Inspiration

CyberBridge was inspired by the idea that cybersecurity education should not only be available to people who can pay for courses, already know professionals, or understand technical language. Many people use technology every day, but they may not know how to protect themselves from phishing, weak passwords, scams, privacy risks, or unsafe online habits.

For the hackathon prompt "Bridge," we wanted to build something that bridges a real gap: the gap between cybersecurity professionals and people who need free, practical cyber education. Instead of making a normal learning website, we focused on creating a community-based platform where mentors, workshops, and learning paths all work together.

What it does

CyberBridge is a free cybersecurity education and mentorship web app. It connects learners with volunteer cyber mentors, beginner-friendly learning paths, free workshops, and a help request form.

The app includes:

  • A homepage explaining the mission of CyberBridge
  • Free learning paths for cyber hygiene, phishing protection, privacy, and cyber careers
  • A volunteer mentor directory
  • A mentor matching tool based on what the learner needs help with
  • A free workshop board
  • A cyber help request form
  • A final flag reveal for the hackathon challenge

The goal is to make cybersecurity education feel more accessible, personal, and useful.

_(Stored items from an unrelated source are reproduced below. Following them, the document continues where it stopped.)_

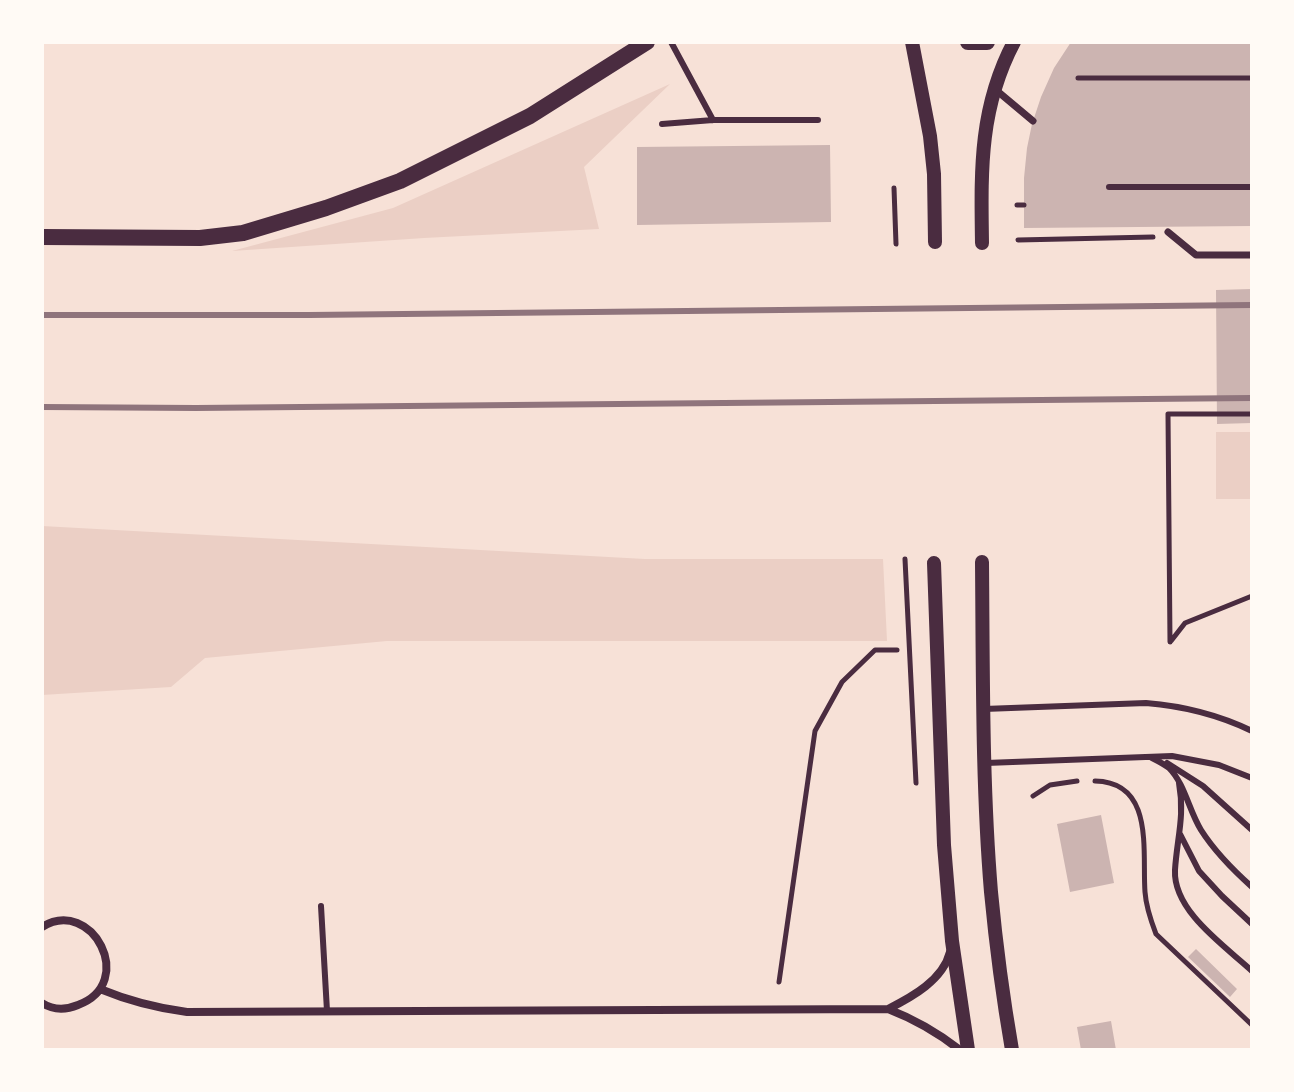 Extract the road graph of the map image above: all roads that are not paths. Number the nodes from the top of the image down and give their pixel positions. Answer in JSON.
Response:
{"nodes":[{"id":1,"x":647,"y":42,"type":"edge"},
{"id":2,"x":671,"y":42,"type":"edge"},
{"id":3,"x":912,"y":42,"type":"edge"},
{"id":4,"x":968,"y":42,"type":"edge"},
{"id":5,"x":987,"y":42,"type":"edge"},
{"id":6,"x":1014,"y":42,"type":"edge"},
{"id":7,"x":994,"y":89,"type":"junction"},
{"id":8,"x":713,"y":120,"type":"junction"},
{"id":9,"x":818,"y":120,"type":"dead end"},
{"id":10,"x":1033,"y":121,"type":"dead end"},
{"id":11,"x":662,"y":124,"type":"dead end"},
{"id":12,"x":1109,"y":187,"type":"dead end"},
{"id":13,"x":1252,"y":187,"type":"edge"},
{"id":14,"x":1171,"y":234,"type":"road end"},
{"id":15,"x":42,"y":237,"type":"edge"},
{"id":16,"x":935,"y":242,"type":"dead end"},
{"id":17,"x":982,"y":243,"type":"dead end"},
{"id":18,"x":1252,"y":255,"type":"edge"},
{"id":19,"x":982,"y":562,"type":"dead end"},
{"id":20,"x":934,"y":563,"type":"dead end"},
{"id":21,"x":984,"y":709,"type":"junction"},
{"id":22,"x":1252,"y":731,"type":"edge"},
{"id":23,"x":1152,"y":758,"type":"junction"},
{"id":24,"x":986,"y":763,"type":"junction"},
{"id":25,"x":1252,"y":778,"type":"edge"},
{"id":26,"x":1179,"y":783,"type":"junction"},
{"id":27,"x":1252,"y":830,"type":"edge"},
{"id":28,"x":1180,"y":834,"type":"junction"},
{"id":29,"x":1252,"y":887,"type":"edge"},
{"id":30,"x":321,"y":906,"type":"dead end"},
{"id":31,"x":1252,"y":924,"type":"edge"},
{"id":32,"x":42,"y":927,"type":"edge"},
{"id":33,"x":952,"y":941,"type":"junction"},
{"id":34,"x":1252,"y":971,"type":"edge"},
{"id":35,"x":100,"y":989,"type":"junction"},
{"id":36,"x":42,"y":1003,"type":"edge"},
{"id":37,"x":888,"y":1009,"type":"junction"},
{"id":38,"x":327,"y":1011,"type":"junction"},
{"id":39,"x":960,"y":1050,"type":"edge"},
{"id":40,"x":968,"y":1050,"type":"edge"},
{"id":41,"x":1012,"y":1050,"type":"edge"}],
"edges":[{"from":1,"to":15,"type":"main road"},
{"from":2,"to":8,"type":"lane"},
{"from":3,"to":16,"type":"street"},
{"from":4,"to":5,"type":"main road"},
{"from":6,"to":7,"type":"street"},
{"from":7,"to":10,"type":"street"},
{"from":7,"to":17,"type":"street"},
{"from":8,"to":9,"type":"lane"},
{"from":8,"to":11,"type":"lane"},
{"from":12,"to":13,"type":"lane"},
{"from":14,"to":18,"type":"street"},
{"from":19,"to":21,"type":"street"},
{"from":20,"to":33,"type":"street"},
{"from":21,"to":22,"type":"lane"},
{"from":21,"to":24,"type":"street"},
{"from":23,"to":24,"type":"lane"},
{"from":23,"to":25,"type":"lane"},
{"from":23,"to":26,"type":"lane"},
{"from":23,"to":27,"type":"lane"},
{"from":24,"to":41,"type":"street"},
{"from":26,"to":28,"type":"lane"},
{"from":26,"to":29,"type":"lane"},
{"from":28,"to":31,"type":"lane"},
{"from":28,"to":34,"type":"lane"},
{"from":30,"to":38,"type":"lane"},
{"from":32,"to":35,"type":"street"},
{"from":33,"to":37,"type":"street"},
{"from":33,"to":40,"type":"street"},
{"from":35,"to":36,"type":"street"},
{"from":35,"to":38,"type":"street"},
{"from":37,"to":38,"type":"street"},
{"from":37,"to":39,"type":"street"}]}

How it connects to "Bridge"

We interpreted "Bridge" as an access bridge. CyberBridge connects:

  • Cybersecurity professionals to learners
  • Free education to people who may not have access
  • Basic cyber hygiene to real-world online safety
  • Mentorship to people trying to enter or understand cybersecurity
  • Confusing technical topics to simple explanations

The main idea is that CyberBridge helps people cross from not knowing how to stay safe online to having support, resources, and guidance.

How we built it

We built CyberBridge as a front-end web app using:

  • HTML for the structure
  • CSS for the design and layout
  • JavaScript for interactivity

The JavaScript powers the mentor directory, mentor matching system, learning path messages, help request form, and final flag reveal. We used an array of mentor objects with names, roles, skills, and bios. When a user selects what they need help with, the app searches through the mentors and suggests someone who matches that topic.

Challenges we faced

One challenge was making the project creative while still keeping it realistic enough to build during the event. Our first idea was more like a basic cybersecurity quiz, but we realized that was too simple and did not fully use the prompt. We changed the idea into a larger access-focused platform that connects learners and mentors.

Another challenge was deciding what features to include without making the project too big. A full version would need real accounts, databases, scheduling, and messaging, but for the hackathon we focused on creating a strong prototype that clearly shows the idea.

We also had to make sure the project was easy to explain in a short demo. Since judging depends on creativity, impact, execution, and presentation, we focused on building features that clearly support the mission of bridging the cyber education gap.

What we learned

We learned how important it is to connect a project clearly to the prompt. A good hackathon project does not have to be the most complicated one, but it should have a strong idea, a clear problem, and a working demo.

We also learned more about using JavaScript to make a website interactive. Instead of only making a static page, we added mentor matching, dynamic mentor cards, form responses, and interactive buttons.

Most importantly, we learned that cybersecurity education is not just about technical skills. It is also about access, communication, mentorship, and helping people stay safe in the real world.

What's next

In the future, CyberBridge could become a full platform with:

  • Real user accounts
  • Mentor applications and verification
  • A real scheduling system
  • Live chat or video sessions
  • A database of free cyber resources
  • More learning paths
  • Support for multiple languages
  • Community workshops and events

CyberBridge could grow into a real community tool for making cybersecurity education more accessible to everyone.